Graphical Method in Inequalities

The graphical method is a helpful visual tool for solving systems of inequalities. It involves plotting each inequality on a coordinate plane. This method helps identify the feasible region where the solutions to the inequalities lie. To use the graphical method effectively:

• Start by converting each inequality into an equation by temporarily replacing the inequality sign with an equal sign.
• Draw the line of the equation. Use a solid line if the inequality is \(\geq\) or \(\leq\) to indicate the line is included in the feasible region. Use a dashed line for \(<\) or \(>\), indicating the boundary is not part of the solution.
• Shade the region that satisfies the inequality. For example, for inequality \(3x + 2y \geq 6\), shade above the line.
• Repeat these steps for each inequality and observe where all shaded areas overlap. This overlap is your feasible region.

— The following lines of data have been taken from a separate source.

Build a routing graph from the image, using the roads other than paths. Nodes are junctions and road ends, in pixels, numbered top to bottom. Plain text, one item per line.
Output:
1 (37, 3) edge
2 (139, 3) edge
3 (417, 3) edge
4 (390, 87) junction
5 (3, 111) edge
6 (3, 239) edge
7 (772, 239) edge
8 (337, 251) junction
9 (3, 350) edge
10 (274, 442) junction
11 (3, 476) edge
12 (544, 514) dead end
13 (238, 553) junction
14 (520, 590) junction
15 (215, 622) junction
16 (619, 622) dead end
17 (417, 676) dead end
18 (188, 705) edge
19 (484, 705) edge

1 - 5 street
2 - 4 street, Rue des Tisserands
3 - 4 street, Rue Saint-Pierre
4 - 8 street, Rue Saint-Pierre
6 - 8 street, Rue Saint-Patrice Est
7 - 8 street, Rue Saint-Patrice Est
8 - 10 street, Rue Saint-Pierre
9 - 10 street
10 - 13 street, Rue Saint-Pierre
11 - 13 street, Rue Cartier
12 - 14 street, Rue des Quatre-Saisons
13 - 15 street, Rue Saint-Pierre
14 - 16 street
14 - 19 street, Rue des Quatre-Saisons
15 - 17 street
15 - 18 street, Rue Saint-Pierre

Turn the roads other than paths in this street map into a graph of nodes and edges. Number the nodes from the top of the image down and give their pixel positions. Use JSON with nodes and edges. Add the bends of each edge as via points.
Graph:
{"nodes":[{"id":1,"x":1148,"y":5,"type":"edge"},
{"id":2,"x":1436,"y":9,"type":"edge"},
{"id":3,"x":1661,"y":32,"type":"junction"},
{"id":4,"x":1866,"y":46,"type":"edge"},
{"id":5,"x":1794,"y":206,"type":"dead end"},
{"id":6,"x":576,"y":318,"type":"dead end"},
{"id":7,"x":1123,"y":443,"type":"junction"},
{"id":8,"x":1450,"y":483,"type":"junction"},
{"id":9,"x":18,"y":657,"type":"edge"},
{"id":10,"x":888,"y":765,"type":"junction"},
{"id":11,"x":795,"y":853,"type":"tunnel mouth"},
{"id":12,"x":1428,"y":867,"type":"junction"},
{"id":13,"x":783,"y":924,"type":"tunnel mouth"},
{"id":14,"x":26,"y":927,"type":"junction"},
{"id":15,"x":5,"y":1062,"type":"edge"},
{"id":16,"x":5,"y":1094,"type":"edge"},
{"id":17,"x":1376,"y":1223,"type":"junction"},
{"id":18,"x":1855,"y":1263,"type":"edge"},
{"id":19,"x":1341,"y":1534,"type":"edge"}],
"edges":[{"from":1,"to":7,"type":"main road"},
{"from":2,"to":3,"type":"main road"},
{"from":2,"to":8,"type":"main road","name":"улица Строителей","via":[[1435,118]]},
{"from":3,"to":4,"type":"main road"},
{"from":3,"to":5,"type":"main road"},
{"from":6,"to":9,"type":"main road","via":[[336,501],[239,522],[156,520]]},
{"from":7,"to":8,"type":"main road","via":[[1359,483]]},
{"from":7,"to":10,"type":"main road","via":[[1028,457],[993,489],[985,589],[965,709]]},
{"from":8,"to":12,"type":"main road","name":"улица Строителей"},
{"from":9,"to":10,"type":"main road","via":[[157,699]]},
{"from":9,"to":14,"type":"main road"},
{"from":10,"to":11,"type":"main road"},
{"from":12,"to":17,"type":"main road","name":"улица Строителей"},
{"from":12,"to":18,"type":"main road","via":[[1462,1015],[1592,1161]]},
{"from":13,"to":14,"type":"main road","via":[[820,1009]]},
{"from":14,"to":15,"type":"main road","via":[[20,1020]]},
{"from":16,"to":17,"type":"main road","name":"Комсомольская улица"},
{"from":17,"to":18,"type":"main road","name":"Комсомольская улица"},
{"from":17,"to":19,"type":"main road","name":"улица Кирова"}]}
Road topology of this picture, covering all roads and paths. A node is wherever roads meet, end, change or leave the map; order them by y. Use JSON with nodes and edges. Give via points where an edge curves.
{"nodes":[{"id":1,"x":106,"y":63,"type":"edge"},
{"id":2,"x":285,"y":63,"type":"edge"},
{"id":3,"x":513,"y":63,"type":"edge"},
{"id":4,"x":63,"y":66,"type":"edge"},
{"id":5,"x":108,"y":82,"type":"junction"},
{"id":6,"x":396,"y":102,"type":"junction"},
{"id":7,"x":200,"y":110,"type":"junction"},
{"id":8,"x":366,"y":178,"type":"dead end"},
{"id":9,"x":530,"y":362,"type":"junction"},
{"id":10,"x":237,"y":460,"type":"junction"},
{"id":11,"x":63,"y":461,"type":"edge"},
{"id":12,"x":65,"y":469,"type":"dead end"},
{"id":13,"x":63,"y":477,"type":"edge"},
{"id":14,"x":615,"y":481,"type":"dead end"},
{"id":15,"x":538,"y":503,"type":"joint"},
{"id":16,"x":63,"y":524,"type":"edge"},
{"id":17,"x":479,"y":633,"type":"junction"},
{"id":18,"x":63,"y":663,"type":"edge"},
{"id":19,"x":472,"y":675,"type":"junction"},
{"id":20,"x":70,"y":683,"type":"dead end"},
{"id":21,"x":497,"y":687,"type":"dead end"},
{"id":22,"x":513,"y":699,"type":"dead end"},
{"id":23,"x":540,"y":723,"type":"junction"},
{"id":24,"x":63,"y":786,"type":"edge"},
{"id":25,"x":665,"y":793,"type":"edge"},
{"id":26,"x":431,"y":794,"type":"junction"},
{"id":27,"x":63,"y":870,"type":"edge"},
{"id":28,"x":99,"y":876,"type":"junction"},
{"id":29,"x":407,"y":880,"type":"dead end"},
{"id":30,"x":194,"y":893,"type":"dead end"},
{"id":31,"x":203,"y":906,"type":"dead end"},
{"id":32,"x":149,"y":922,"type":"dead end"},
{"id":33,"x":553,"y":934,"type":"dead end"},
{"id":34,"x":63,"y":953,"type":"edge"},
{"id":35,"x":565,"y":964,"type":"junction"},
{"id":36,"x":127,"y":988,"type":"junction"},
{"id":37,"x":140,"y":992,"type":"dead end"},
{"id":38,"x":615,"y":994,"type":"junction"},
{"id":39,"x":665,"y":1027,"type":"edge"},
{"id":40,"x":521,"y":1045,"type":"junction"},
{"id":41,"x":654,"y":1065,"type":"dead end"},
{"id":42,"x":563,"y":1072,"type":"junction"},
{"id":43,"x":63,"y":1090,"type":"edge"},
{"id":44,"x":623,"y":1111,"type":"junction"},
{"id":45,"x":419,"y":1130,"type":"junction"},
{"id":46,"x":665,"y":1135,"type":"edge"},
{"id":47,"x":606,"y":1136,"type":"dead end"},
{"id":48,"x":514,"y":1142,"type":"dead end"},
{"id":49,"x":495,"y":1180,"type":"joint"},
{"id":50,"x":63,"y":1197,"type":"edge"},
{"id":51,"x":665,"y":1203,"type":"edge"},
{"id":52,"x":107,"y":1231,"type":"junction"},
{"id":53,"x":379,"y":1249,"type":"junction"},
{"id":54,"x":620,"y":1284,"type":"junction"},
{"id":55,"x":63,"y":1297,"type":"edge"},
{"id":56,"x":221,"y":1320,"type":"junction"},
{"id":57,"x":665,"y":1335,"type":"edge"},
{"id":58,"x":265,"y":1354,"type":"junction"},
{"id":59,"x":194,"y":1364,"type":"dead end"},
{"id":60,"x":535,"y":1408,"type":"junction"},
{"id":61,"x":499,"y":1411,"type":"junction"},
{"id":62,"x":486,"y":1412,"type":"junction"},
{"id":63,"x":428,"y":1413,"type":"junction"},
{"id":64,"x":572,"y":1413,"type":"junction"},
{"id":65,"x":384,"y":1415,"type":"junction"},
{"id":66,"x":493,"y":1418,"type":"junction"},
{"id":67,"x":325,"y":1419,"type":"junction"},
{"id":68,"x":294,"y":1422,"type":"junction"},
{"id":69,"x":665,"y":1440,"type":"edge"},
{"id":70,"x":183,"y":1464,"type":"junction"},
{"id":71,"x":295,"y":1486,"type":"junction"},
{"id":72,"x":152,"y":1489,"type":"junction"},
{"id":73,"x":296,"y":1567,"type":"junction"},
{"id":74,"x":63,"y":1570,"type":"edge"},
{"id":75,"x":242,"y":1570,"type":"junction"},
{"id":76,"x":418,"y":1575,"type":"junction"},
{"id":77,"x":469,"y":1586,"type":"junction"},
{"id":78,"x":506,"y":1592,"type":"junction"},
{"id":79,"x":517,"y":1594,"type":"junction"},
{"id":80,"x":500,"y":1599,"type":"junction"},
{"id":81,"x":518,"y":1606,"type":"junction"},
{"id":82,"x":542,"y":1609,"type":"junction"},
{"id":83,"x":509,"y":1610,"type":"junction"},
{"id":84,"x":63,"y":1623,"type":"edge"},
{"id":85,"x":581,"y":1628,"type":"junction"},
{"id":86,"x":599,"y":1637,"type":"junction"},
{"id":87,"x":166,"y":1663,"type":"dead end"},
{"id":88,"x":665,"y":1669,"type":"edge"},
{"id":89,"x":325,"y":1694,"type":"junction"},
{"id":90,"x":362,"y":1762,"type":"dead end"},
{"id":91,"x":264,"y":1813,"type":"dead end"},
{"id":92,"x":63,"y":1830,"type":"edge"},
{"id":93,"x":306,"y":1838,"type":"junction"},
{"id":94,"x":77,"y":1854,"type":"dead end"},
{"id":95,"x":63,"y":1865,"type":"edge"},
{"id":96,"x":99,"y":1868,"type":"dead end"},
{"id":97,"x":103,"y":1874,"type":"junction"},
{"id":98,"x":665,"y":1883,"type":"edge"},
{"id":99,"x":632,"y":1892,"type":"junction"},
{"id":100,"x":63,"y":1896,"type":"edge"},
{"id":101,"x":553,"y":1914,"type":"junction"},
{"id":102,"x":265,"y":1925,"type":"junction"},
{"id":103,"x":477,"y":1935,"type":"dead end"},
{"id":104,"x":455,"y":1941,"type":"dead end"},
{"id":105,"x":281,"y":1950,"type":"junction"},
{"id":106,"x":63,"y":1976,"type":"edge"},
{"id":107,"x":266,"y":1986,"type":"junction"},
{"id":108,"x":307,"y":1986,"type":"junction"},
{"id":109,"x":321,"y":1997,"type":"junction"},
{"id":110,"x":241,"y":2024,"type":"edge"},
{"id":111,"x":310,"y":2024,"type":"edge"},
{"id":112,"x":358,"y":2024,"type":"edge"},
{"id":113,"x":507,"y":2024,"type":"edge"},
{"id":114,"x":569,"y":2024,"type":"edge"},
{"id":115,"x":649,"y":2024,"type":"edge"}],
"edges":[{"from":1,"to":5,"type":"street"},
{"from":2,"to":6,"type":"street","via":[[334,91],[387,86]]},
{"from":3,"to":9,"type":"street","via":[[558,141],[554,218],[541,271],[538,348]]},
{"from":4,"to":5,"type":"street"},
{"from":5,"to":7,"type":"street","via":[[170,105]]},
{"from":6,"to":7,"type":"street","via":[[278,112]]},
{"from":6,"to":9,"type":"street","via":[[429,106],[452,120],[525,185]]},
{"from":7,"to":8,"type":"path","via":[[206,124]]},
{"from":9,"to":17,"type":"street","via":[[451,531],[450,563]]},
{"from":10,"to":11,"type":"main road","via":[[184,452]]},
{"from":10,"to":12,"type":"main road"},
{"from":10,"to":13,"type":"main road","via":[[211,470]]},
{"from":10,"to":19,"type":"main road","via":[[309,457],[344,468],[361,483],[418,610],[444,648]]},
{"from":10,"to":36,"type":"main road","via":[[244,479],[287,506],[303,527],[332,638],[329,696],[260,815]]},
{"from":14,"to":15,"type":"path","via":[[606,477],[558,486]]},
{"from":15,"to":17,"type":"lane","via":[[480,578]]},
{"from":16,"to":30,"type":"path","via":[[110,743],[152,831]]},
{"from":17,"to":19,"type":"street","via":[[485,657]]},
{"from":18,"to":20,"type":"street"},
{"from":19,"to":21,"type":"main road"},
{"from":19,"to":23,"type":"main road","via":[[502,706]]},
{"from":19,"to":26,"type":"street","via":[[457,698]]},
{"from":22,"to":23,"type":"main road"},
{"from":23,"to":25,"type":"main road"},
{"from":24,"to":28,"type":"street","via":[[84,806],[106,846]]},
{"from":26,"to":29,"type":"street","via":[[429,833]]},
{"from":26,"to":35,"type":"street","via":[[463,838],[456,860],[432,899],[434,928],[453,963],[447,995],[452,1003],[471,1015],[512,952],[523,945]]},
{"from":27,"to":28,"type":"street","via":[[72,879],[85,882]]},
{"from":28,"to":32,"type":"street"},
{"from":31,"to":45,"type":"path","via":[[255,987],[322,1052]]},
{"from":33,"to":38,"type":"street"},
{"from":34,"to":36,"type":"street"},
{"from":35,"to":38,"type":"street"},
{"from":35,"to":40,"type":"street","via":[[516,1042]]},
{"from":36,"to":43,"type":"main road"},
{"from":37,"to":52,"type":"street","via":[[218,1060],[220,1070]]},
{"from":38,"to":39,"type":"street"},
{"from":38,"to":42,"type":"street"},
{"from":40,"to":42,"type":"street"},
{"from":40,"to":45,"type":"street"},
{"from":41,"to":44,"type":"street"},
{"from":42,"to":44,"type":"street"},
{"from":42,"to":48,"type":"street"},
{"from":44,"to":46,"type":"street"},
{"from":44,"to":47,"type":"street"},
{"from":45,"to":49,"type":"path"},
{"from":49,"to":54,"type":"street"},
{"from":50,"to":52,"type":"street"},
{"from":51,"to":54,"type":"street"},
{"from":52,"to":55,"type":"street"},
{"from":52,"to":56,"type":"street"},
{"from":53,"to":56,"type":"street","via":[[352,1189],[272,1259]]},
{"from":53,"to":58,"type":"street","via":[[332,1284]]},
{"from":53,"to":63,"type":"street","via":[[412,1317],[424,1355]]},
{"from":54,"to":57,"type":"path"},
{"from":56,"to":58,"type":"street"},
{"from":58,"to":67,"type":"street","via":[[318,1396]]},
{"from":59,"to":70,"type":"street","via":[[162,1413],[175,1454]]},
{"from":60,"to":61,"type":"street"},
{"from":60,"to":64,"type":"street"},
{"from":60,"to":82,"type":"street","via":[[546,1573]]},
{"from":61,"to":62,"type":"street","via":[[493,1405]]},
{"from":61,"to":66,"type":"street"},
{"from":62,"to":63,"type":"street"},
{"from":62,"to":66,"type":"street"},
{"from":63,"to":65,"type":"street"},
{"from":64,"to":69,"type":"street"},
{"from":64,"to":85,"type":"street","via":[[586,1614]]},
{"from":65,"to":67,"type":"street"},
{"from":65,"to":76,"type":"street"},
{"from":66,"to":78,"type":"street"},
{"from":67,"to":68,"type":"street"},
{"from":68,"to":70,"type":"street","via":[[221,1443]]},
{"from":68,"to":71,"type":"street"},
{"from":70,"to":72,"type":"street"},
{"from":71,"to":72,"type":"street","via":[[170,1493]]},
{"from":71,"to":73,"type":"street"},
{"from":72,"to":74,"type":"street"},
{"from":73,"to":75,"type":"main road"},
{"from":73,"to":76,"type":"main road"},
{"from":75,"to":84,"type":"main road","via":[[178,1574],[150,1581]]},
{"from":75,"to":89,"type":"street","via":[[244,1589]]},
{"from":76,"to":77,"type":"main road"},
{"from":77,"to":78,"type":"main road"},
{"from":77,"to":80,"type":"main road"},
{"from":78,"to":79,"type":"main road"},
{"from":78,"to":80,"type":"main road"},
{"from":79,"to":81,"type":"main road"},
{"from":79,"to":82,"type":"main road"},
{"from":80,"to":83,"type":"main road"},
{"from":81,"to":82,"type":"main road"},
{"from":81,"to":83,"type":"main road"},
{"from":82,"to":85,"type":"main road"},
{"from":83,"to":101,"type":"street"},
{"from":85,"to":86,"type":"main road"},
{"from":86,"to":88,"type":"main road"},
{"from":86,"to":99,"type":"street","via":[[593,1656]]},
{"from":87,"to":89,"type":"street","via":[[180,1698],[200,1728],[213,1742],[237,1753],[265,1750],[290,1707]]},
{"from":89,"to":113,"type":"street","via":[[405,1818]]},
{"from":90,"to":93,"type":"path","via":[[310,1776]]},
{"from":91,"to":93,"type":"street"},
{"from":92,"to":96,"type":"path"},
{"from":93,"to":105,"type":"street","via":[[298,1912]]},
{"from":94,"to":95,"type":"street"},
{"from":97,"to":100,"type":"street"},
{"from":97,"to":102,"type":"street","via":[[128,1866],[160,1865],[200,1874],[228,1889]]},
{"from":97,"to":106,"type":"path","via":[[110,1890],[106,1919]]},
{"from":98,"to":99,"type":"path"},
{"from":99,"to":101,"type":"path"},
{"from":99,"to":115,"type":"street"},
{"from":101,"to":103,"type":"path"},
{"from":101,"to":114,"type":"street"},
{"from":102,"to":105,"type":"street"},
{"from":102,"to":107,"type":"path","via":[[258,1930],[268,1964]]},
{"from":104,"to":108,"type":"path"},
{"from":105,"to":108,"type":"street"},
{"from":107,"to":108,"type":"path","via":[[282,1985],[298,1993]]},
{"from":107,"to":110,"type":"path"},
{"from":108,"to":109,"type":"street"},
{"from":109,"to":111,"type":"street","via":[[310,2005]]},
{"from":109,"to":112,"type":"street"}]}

By graphing these separately and identifying overlapping shaded areas, students can visually find solutions.

Solution of Inequalities

Finding a solution to inequalities involves determining specific values for variables that satisfy all given conditions. It requires substituting potential solutions back into the original inequalities to verify their validity. By substituting possible points into each inequality:

• Check if the inequality holds true when the point is substituted.
• For example, in the given exercise point \((3,1)\), substitute into inequalities:

• \(3(3) + 2(1) = 11 \geq 6\): True
• \(8(3) + 7(1) = 31 \leq 56\): True

Since both conditions are satisfied at point \((3,1)\), it is considered a valid solution within the feasible region. This method ensures students understand checking each possible point individually.

Inequality Constraints

Inequality constraints are limitations or conditions expressed in the form of inequalities. They dictate the range and set of possible solutions available.

• Constraints are set using inequality symbols like \(\geq\), \(>\), \(\leq\), and \(<\).
• For example, in the inequality \(3x + 2y \geq 6\), the constraint is that any valid solution must yield a value greater than or equal to 6.
• These boundaries form the framework that shapes the feasible region on a graph.
• Understanding these constraints helps visualize where solutions can lie within the feasible region, guiding the selection of test points.

Recognizing the role of inequality constraints aids in systematically approaching these problems, ensuring solutions adhere to all given condition.